Aux XIIe et XIIIe siècles, les Hébreux n'étaient pas obligés par la loi de vivre séparément des chrétiens, mais ils avaient tendance à se regrouper dans leurs propres quartiers. Les quartiers juifs ressemblaient à des villes miniatures, où l’on retrouvait des bâtiments publics, des synagogues, des hôpitaux, des écoles, des fours ou des boutiques. Ces enceintes étaient normalement séparées de la zone chrétienne par un mur, comme le souhaitaient les autorités civiles et religieuses. Elle servait également de protection pour la communauté juive d’éventuelles attaques, car la coexistence n’était pas un synonyme complet de tolérance. Malgré le fait que les relations entre chrétiens et juifs étaient généralement pacifiques, l'hostilité s'est progressivement accrue à partir du XIVe siècle.
Ces enclaves ont marqué ce qui est aujourd'hui le centre historique de nombreuses municipalités espagnoles. Se promener dans le labyrinthe de ruelles étroites des anciens quartiers juifs est une réalité, ainsi que visiter les synagogues, maisons ou musées. Un voyage authentique à travers les Chemins de Sefarad que le Réseau des quartiers juifs d'Espagne a promu pour défendre le patrimoine historique et l'héritage hébreu. On a donc sélectionné dix quartiers juifs des plus historiques de toute la péninsule ibérique.
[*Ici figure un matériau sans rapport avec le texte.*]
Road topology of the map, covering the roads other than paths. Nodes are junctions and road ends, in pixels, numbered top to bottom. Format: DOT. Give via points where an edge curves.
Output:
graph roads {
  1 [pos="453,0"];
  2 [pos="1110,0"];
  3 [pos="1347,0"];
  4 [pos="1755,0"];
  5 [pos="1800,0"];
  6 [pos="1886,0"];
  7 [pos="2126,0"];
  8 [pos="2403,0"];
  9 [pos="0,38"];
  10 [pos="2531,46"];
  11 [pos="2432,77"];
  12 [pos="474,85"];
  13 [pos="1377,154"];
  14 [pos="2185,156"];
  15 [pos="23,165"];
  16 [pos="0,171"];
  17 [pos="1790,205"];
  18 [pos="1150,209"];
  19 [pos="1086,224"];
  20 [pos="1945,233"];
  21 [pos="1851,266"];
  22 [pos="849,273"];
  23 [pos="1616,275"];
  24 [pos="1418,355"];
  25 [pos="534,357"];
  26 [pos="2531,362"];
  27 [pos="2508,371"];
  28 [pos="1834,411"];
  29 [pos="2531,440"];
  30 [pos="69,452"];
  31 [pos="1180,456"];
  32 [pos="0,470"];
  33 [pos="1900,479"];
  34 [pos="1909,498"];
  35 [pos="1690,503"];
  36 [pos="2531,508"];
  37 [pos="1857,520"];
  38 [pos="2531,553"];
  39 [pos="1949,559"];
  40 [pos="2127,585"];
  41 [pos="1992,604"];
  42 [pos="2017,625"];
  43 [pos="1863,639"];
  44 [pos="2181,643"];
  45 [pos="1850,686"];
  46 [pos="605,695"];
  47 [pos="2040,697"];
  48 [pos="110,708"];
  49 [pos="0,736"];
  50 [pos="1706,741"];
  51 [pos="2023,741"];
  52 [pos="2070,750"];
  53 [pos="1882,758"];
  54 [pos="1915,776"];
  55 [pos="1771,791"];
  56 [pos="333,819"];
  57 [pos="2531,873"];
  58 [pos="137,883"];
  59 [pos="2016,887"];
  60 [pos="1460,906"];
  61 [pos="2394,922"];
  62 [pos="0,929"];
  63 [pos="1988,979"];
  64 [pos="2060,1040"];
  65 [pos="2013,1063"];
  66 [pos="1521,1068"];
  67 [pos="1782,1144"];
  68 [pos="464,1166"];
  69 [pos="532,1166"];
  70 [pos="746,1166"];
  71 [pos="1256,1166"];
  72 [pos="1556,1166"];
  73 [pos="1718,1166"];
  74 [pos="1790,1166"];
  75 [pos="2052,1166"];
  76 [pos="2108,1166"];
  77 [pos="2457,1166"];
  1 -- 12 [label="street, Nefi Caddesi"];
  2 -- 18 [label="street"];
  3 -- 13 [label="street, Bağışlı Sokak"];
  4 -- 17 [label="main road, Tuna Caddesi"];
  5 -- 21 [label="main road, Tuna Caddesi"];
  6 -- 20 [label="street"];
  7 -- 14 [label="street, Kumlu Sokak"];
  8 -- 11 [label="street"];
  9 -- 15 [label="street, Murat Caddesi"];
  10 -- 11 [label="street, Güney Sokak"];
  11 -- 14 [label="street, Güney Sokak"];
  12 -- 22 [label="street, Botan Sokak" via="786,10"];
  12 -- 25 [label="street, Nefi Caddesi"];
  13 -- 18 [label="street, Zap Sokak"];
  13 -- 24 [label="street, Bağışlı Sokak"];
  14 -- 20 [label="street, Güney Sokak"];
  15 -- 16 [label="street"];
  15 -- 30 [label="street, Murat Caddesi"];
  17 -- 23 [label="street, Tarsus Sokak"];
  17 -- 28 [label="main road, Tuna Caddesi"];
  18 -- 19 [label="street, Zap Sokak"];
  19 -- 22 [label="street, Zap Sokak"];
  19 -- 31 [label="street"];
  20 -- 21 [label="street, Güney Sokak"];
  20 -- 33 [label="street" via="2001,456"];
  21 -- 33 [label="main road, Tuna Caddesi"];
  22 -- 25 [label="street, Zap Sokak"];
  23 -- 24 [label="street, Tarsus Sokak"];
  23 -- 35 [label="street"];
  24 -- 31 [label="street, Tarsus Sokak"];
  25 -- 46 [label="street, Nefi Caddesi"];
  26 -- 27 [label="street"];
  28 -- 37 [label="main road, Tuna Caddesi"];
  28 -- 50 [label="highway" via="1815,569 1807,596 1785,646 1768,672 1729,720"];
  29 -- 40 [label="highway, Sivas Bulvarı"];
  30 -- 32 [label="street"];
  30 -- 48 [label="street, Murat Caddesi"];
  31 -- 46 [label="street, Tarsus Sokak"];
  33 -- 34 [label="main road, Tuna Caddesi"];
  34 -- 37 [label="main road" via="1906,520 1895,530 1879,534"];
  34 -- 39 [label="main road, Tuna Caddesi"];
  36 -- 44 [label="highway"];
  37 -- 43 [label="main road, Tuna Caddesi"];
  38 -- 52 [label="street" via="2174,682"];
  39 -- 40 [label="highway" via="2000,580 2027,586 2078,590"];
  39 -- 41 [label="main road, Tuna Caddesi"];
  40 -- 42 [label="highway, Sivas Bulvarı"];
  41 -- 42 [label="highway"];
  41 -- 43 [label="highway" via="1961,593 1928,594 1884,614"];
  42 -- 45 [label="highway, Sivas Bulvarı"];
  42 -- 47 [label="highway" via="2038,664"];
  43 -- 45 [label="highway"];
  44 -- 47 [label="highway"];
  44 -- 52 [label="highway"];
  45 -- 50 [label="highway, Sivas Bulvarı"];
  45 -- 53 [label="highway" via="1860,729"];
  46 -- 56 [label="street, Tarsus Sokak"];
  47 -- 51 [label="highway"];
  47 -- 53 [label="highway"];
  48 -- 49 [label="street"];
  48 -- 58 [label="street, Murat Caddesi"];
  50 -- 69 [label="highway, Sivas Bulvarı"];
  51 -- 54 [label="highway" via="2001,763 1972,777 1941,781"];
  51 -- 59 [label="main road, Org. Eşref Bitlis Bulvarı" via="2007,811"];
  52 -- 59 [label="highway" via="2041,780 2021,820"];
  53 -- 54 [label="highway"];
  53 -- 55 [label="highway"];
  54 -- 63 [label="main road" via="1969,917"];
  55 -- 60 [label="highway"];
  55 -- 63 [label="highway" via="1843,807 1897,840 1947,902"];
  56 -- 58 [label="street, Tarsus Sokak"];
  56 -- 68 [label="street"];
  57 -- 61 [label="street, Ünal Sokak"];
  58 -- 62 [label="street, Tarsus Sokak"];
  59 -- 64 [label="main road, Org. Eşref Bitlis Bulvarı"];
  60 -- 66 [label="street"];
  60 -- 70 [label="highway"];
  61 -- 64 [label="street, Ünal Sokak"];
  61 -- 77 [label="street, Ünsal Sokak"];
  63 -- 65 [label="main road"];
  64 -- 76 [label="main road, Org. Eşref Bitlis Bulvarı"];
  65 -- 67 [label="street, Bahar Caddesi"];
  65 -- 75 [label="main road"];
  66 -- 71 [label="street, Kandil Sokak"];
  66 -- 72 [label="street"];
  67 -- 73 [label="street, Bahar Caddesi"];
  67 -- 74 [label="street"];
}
Tolède est la ville des trois cultures par excellence. Son quartier juif est, en fait, une ville en soi, car il occupe un grand espace à l'intérieur de l’ensemble fortifié. Le temps a joué en sa faveur, gardant une grande partie de la structure architecturale intacte, sur un itinéraire qui va de la Porte du Cambrón à l'église de Santo Tomé. On peut y savourer la culture hébraïque authentique en visitant la synagogue du Tránsito et le musée séfarade, ainsi que la délicate et belle synagogue de Santa María la Blanca, à l'intérieur de laquelle la décoration originale est préservée avec quelques éléments chrétiens postérieurs.
La présence de Juifs à Tolède s'étale sur au moins onze siècles, depuis l'époque de la domination romaine au quatrième siècle. Mais ce ne fut que sous le règne d'Alphonse X le Sage que le quartier juif atteignit sa splendeur maximale. Il fut alors connu dans tous les royaumes et cultures pour sa somptuosité et sa beauté, ainsi et surtout pour la qualité intellectuelle de ses rabbins.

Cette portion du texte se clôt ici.